■ **PROBLEM REQUIREMENTS**: Go through the material and copy each line that includes "Rodolfo".

■ **LISTED RECORDS**:
Content starts

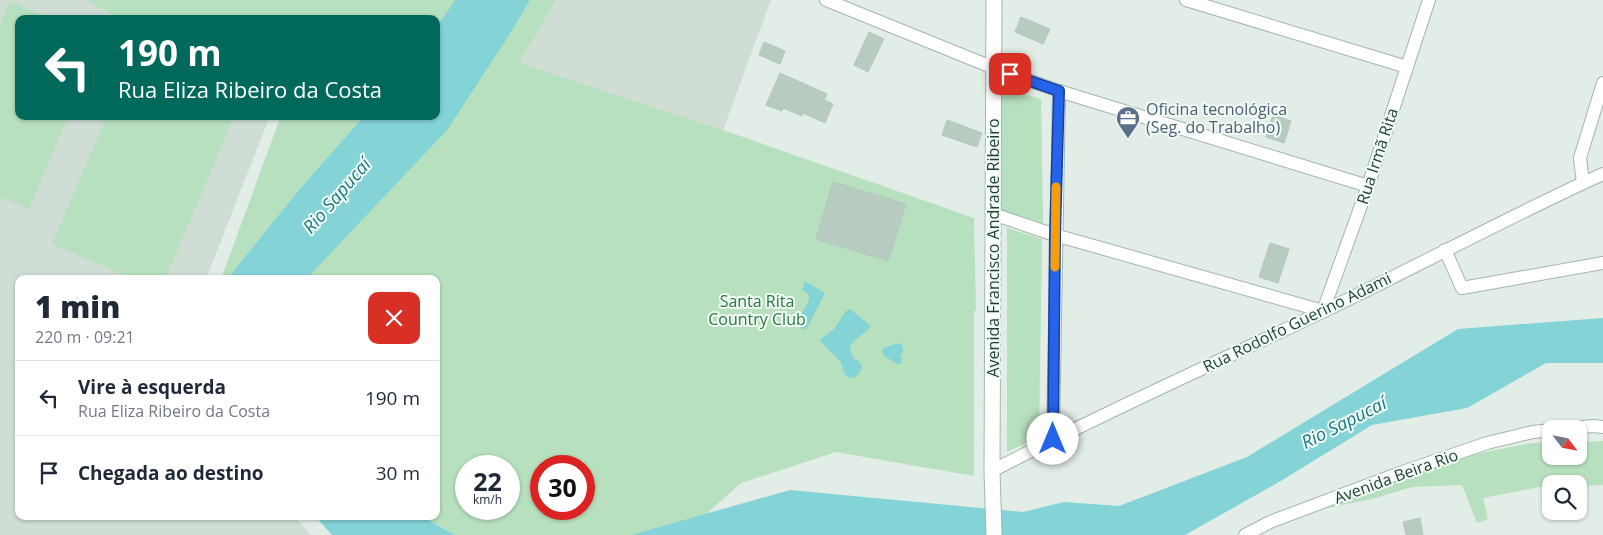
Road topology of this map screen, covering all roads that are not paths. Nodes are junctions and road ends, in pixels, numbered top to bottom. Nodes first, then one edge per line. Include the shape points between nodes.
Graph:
1 (826, 0) edge
2 (994, 0) edge
3 (1186, 0) edge
4 (1429, 0) edge
5 (1219, 5) edge
6 (1407, 67) junction
7 (994, 68) junction
8 (1603, 83) edge
9 (1059, 91) junction
10 (1603, 174) edge
11 (1582, 183) junction
12 (1368, 186) junction
13 (993, 214) junction
14 (1055, 235) junction
15 (1445, 250) junction
16 (1603, 263) edge
17 (1323, 311) junction
18 (1588, 426) edge
19 (1603, 427) edge
20 (1542, 431) edge
21 (1053, 439) junction
22 (992, 471) junction
23 (994, 535) edge
24 (1245, 535) edge

1 - 7 street
2 - 7 main road, Avenida Francisco Andrade Ribeiro
3 - 5 street
4 - 6 street, Rua Irmã Rita
5 - 6 street
6 - 12 street, Rua Irmã Rita
7 - 9 street
7 - 13 main road, Avenida Francisco Andrade Ribeiro
8 - 11 street via 1580,158
9 - 12 street
9 - 14 street
10 - 11 street, Rua Rodolfo Guerino Adami
11 - 15 street, Rua Rodolfo Guerino Adami
12 - 17 street, Rua Irmã Rita
13 - 14 street
13 - 22 main road, Avenida Francisco Andrade Ribeiro
14 - 17 street
14 - 21 street
15 - 16 street via 1462,288
15 - 17 street, Rua Rodolfo Guerino Adami
17 - 21 street, Rua Rodolfo Guerino Adami
18 - 19 street
20 - 24 street, Avenida Beira Rio via 1487,444 1397,474 1270,522
21 - 22 street, Rua Rodolfo Guerino Adami
22 - 23 main road, Avenida Francisco Andrade Ribeiro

Content ends

■ **ANSWER TO THIS TASK**:
10 - 11 street, Rua Rodolfo Guerino Adami
11 - 15 street, Rua Rodolfo Guerino Adami
15 - 17 street, Rua Rodolfo Guerino Adami
17 - 21 street, Rua Rodolfo Guerino Adami
21 - 22 street, Rua Rodolfo Guerino Adami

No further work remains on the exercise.